> Directions for this task
Transcribe the listing below only from the line with "thumb tip: (399, 509)" up to and including the line with "thumb ip: (460, 542)".

[[ Data open ]]

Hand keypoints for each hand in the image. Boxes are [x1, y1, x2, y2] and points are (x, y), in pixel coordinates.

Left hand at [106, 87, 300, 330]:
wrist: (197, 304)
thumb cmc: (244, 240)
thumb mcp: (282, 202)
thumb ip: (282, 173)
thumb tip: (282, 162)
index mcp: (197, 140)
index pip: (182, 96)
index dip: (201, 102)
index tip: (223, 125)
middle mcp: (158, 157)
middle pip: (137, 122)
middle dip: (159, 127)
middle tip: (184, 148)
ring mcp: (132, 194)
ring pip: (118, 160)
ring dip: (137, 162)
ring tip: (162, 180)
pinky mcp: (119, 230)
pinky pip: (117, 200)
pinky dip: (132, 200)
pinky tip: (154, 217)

[[ Data closed ]]
[[ Data open ]]

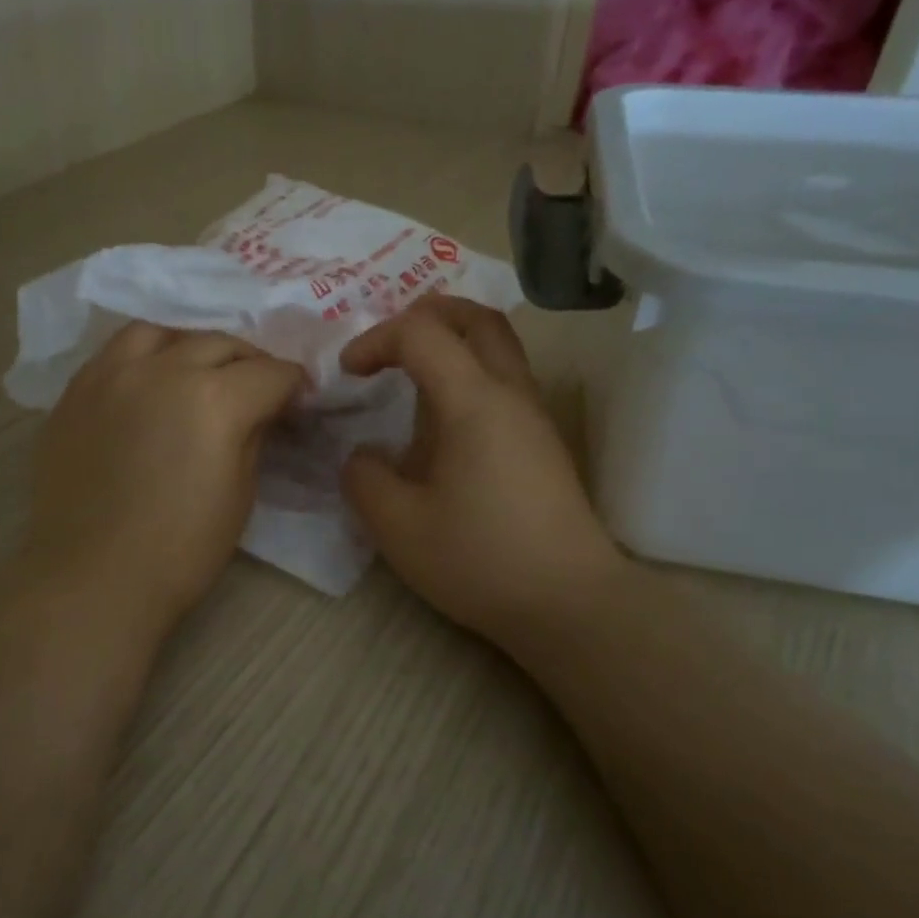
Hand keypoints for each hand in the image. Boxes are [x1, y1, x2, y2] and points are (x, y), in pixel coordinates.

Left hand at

[[ Data closed ]]
[[ Data open ]]

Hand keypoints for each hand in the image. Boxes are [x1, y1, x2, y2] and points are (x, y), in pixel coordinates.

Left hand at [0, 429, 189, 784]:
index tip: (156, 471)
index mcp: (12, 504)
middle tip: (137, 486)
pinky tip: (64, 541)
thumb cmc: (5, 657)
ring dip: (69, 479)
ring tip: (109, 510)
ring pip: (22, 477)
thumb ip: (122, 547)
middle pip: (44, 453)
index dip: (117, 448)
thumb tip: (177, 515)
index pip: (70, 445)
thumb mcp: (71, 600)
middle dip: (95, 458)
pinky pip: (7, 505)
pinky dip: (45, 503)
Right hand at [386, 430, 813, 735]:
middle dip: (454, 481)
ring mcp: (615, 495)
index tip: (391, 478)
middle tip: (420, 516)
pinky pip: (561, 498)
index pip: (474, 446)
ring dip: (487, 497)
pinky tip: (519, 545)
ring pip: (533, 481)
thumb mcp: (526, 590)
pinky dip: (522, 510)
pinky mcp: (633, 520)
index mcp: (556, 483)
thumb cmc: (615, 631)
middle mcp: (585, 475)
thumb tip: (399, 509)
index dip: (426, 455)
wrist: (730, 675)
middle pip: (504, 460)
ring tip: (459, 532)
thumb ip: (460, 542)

[[ Data closed ]]

> Task answer
thumb tip: (399, 509)
index dip: (426, 455)
wrist: (730, 675)
middle pip: (504, 460)
ring tip: (459, 532)
thumb ip: (460, 542)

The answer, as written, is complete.